Everyday use by Alice Walker

Everyday use by Alice Walker

ENGLISH 1102 / Ms. E-Z / LITERARY ESSAY #1

 

Your task for this assignment is to write a thesis-based essay about one of the stories we have read together in class. You will find the guidelines for this essay on Blackboard.

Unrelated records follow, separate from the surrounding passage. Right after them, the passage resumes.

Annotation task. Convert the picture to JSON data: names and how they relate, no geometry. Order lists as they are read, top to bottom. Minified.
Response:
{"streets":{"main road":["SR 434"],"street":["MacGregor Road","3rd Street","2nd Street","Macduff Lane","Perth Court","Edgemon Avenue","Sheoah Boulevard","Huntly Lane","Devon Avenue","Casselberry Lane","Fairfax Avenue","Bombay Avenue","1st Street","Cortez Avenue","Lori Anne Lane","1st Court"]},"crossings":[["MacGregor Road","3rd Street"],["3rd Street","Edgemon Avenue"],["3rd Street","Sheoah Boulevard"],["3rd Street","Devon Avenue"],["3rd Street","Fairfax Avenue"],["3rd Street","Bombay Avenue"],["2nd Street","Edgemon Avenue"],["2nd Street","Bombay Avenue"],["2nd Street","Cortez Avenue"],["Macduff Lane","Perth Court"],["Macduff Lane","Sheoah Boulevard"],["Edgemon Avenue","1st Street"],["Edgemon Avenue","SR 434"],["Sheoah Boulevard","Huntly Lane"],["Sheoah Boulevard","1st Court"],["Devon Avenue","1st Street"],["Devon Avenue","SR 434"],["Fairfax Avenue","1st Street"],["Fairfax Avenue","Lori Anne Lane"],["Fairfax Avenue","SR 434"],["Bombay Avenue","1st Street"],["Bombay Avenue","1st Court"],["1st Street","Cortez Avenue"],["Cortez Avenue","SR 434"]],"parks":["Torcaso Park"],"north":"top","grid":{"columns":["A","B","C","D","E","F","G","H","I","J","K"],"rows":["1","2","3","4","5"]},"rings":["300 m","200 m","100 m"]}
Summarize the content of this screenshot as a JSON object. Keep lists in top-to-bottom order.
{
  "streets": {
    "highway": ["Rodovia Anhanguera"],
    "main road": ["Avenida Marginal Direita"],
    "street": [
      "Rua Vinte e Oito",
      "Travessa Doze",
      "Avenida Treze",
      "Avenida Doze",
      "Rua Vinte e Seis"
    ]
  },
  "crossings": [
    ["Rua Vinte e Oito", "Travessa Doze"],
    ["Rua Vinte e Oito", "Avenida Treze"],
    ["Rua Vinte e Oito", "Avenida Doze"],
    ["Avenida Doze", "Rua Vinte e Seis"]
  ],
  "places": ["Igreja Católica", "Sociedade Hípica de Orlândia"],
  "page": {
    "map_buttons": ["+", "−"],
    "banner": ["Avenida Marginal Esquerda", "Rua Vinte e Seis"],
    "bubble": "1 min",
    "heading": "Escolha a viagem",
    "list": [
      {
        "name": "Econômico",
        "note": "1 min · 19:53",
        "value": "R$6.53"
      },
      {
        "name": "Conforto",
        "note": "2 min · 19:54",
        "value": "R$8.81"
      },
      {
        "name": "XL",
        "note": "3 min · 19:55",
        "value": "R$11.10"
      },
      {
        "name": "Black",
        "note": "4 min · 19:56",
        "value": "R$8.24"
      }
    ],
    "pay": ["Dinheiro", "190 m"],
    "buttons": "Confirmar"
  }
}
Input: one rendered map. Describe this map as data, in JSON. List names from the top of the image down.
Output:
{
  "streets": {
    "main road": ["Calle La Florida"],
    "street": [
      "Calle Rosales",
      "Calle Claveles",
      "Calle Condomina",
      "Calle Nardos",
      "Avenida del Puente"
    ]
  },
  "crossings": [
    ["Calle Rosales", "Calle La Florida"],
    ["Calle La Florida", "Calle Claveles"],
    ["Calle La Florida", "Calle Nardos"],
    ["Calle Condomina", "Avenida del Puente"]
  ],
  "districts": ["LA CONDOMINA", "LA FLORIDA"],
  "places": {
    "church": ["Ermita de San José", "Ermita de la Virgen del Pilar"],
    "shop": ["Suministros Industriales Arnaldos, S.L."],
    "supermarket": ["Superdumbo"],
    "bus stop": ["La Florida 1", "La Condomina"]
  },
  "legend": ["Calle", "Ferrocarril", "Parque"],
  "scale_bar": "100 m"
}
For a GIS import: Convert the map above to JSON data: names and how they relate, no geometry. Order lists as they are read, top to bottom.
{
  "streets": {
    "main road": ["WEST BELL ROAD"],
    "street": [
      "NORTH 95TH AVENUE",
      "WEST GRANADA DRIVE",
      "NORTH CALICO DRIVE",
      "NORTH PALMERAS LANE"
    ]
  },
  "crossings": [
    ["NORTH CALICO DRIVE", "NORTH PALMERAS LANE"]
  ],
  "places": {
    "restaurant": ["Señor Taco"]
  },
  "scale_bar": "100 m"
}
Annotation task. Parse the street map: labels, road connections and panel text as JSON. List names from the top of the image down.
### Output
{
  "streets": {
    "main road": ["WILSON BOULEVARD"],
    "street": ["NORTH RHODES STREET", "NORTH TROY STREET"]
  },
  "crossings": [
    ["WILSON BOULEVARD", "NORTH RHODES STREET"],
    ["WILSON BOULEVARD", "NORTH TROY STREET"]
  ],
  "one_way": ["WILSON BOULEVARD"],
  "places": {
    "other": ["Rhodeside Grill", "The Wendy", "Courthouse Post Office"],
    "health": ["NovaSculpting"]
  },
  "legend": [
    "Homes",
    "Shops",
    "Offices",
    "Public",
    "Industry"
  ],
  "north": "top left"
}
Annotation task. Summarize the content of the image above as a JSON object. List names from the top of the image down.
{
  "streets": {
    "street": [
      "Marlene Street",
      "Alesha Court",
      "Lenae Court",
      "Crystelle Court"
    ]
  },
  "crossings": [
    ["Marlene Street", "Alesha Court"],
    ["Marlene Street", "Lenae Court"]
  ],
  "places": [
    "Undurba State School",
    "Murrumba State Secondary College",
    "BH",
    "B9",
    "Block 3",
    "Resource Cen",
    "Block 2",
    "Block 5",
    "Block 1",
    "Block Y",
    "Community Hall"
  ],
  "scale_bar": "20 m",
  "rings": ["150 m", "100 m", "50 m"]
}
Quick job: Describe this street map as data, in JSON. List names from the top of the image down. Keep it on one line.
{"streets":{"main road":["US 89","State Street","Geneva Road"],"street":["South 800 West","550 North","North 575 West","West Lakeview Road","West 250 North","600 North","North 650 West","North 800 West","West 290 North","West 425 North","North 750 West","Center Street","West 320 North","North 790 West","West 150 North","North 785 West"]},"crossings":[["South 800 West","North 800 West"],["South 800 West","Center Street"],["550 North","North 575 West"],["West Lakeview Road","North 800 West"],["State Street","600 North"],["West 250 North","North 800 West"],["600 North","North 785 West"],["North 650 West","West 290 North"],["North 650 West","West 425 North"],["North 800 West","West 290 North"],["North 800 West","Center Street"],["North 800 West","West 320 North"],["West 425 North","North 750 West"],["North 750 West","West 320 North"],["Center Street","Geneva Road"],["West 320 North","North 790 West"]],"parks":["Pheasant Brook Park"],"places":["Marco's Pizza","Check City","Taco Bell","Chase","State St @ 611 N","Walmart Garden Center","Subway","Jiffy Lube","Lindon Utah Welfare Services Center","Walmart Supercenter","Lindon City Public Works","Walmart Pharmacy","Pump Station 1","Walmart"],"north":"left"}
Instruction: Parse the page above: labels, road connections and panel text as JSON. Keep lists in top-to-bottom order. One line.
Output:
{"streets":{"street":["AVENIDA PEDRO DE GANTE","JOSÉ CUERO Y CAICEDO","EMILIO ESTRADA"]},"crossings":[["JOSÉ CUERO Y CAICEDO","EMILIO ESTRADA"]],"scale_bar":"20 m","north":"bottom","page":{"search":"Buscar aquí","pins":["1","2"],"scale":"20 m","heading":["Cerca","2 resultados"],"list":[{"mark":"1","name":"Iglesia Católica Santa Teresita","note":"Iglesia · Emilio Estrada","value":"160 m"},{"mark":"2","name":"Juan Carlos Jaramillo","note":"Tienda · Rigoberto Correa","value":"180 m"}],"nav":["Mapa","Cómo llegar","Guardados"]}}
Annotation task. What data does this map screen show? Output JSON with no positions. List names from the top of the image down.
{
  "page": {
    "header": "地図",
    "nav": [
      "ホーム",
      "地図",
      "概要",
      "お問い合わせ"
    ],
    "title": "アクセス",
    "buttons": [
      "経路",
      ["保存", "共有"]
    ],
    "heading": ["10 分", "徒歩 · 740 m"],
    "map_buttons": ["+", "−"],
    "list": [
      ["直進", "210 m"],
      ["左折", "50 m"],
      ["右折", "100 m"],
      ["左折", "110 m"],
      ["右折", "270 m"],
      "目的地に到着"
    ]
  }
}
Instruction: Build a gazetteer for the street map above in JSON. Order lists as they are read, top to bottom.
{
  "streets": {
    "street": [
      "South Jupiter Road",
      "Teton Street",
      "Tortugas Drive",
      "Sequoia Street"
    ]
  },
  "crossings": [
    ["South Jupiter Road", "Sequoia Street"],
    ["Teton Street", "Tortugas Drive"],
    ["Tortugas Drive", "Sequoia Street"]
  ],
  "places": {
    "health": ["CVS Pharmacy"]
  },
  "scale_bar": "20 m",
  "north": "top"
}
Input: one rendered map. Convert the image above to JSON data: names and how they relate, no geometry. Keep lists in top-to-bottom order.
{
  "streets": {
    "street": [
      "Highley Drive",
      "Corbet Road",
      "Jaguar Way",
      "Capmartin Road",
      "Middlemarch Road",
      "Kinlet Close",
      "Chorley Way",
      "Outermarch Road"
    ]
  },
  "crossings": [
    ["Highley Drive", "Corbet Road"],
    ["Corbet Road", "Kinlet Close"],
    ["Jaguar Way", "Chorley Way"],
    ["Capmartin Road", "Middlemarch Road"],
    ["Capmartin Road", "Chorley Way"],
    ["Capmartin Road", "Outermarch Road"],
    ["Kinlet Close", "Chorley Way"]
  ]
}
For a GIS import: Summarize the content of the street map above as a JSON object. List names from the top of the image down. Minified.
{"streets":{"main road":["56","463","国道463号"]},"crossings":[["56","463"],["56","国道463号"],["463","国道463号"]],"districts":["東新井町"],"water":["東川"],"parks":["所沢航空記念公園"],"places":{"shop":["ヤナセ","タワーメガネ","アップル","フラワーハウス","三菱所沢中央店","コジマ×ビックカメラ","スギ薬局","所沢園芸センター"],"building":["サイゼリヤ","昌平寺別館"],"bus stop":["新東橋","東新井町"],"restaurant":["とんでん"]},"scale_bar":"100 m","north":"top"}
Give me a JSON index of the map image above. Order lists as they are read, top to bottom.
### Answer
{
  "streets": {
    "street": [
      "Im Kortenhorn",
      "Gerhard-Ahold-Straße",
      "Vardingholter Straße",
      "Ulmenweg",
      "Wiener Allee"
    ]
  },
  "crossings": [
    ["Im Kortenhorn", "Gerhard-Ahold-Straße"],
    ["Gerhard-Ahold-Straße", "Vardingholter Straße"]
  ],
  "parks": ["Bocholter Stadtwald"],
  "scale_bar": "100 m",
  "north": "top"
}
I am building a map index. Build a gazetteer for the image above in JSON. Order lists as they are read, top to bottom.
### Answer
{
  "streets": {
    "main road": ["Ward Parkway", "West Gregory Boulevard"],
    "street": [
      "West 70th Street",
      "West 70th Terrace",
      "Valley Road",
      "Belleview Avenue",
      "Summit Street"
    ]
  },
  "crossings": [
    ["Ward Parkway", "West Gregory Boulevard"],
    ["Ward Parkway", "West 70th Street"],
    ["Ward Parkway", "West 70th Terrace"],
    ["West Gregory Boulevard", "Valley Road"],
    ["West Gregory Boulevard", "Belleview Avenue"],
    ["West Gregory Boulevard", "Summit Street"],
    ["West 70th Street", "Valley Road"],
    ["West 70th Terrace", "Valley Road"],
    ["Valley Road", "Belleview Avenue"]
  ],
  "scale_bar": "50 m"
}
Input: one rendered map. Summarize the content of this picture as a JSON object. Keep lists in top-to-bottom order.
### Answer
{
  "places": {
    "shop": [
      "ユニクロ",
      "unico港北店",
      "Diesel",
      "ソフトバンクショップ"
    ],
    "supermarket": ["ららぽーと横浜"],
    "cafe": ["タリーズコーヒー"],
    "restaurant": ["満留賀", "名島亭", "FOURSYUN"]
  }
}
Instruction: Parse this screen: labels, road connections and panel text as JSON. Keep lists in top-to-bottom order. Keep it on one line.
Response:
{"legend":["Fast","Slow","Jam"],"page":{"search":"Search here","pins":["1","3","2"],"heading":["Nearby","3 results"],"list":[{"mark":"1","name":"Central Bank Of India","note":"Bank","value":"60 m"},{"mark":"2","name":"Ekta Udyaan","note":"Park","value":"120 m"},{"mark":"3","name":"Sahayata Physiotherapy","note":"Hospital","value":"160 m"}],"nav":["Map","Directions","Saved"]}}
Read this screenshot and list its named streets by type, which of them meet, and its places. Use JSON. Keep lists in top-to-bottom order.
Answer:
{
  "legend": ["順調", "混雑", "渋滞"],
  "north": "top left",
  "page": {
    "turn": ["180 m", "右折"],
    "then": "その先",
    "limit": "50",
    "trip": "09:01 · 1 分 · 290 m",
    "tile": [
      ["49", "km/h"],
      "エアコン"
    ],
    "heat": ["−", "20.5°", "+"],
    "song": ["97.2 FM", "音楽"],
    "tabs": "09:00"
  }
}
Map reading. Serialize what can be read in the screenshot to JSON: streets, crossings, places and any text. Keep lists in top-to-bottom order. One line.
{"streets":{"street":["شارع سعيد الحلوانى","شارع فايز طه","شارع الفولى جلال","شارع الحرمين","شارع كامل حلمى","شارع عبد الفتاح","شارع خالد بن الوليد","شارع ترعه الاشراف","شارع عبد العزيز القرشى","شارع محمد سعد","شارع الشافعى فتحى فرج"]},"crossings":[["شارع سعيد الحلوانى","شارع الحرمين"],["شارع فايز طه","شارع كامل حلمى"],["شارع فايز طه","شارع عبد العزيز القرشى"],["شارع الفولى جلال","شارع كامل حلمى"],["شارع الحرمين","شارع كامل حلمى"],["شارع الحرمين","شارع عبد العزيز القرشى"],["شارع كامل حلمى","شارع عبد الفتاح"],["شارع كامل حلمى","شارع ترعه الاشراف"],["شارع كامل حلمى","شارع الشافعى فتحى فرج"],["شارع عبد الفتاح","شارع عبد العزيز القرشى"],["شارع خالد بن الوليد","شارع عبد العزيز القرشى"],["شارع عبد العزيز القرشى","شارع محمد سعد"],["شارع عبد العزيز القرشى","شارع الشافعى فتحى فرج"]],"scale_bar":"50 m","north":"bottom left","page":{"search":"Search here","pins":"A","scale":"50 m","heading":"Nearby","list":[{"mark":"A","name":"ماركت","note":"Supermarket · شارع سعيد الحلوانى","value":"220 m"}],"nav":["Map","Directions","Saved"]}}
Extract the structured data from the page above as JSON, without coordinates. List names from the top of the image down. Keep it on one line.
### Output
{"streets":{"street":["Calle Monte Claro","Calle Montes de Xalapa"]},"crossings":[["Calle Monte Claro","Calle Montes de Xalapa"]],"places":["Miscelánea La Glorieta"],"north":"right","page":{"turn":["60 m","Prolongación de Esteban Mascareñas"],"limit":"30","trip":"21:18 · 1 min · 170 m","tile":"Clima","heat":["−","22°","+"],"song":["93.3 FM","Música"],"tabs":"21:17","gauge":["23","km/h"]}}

Here are some additional clarifications:

 

  • You must select one of the stories we have read together in class.
  • You must generate an ORIGINAL thesis about this story.
  • Your essay must contain at least four body paragraphs, each of which contains a point in support of your thesis.
  • Each body paragraph must be fully developed with (a) discussion and (b) clear examples and/or quotes from the story.
  • You must use ONE secondary source, cited and/or quoted in the paper.
  • Your essay must include a Works Cited page with the primary and secondary sources listed in alphabetical order.
  • Your essay must contain one or two short quotes and one block quote
  • You must quote from your primary source (the story) as well as from your secondary source (a scholarly analysis of the story)
  • Your essay must be submitted in proper MLA format.
  • Your essay must be ERROR-FREE.
  • You must sustain present tense/active voice throughout your essay.
  • Your essay must NOT use the first person (“I”) or second person (“you”).
  • Your essay must be an example of your VERY BEST writing, and must demonstrate mastery of analytical writing skills.

 

 

Below you will find a “skeleton outline” to help you structure your paper:

 

 

 

 

ENGLISH 1102 / MS. E-Z / LITERARY ESSAY SKELETON OUTLINE

 

  1. Introduction: 6-7 sentences
    1. “Hook”: a colorful, thought-provoking sentence or quote related to your topic (1 sentence)
    2. Explanation/follow-up: pick up from your hook and connect it to your topic and the work you are discussing (2-3 sentences)
    3. Provide relevant background information about the story and topic/thesis (2-3 sentences)
    4. THESIS STATEMENT: a single declarative sentence in which you present your claim about the story (1 sentence)
    5. CLINCHER: Close your paragraph, either by elucidating your thesis statement, saying why it’s important or interesting, or providing other “food for thought.” (1 sentence)

 

  1. Body paragraph / POINT #1 (6-7 sentences)
    1. TOPIC SENTENCE: a single declarative sentence at the beginning of the paragraph, usually the first sentence, that MAKES A POINT relating to the thesis
    2. EXPLANATION: (2-3 sentences): Explain the topic sentence and point your are making; connect it to your thesis
    3. DETAILS, EVIDENCE, EXAMPLES (3-4 sentences):

Present concrete examples from the story to illustrate the point and/or include a quote from the story to illustrate the point

  1. CLINCHER (1-2 sentences): Return to the point you made at the beginning of the paragraph, and link it back to your thesis.

 

  • Body paragraph / POINT #2 (6-7 sentences):
    1. TRANSITION AND TOPIC SENTENCE (1-2 sentences)
    2. EXPLANATION: (2-3 sentences):
    3. DETAILS, EVIDENCE, EXAMPLES (3-4 sentences)
    4. CLINCHER (1-2 sentences)

 

  1. Body paragraph / POINT #3 (6-7 sentences):
    1. TRANSITION AND TOPIC SENTENCE (1-2 sentences)
    2. EXPLANATION: (2-3 sentences):
    3. DETAILS, EVIDENCE, EXAMPLES (3-4 sentences)
    4. CLINCHER (1-2 sentences)

 

  1. Body paragraph / POINT #4 (6-7 sentences):
    1. TRANSITION AND TOPIC SENTENCE (1-2 sentences)
    2. EXPLANATION: (2-3 sentences):
    3. DETAILS, EVIDENCE, EXAMPLES (3-4 sentences)
    4. CLINCHER

 

  1. CONCLUSION (6-7 sentences)
    1. Tie all points together (1-2 sentences)
    2. Return to thesis and confirm it (1-2 sentences)
    3. Discuss important conclusions reached (2-4 sentences)
    4. Leave the reader with “food for thought” (1-2 sentences)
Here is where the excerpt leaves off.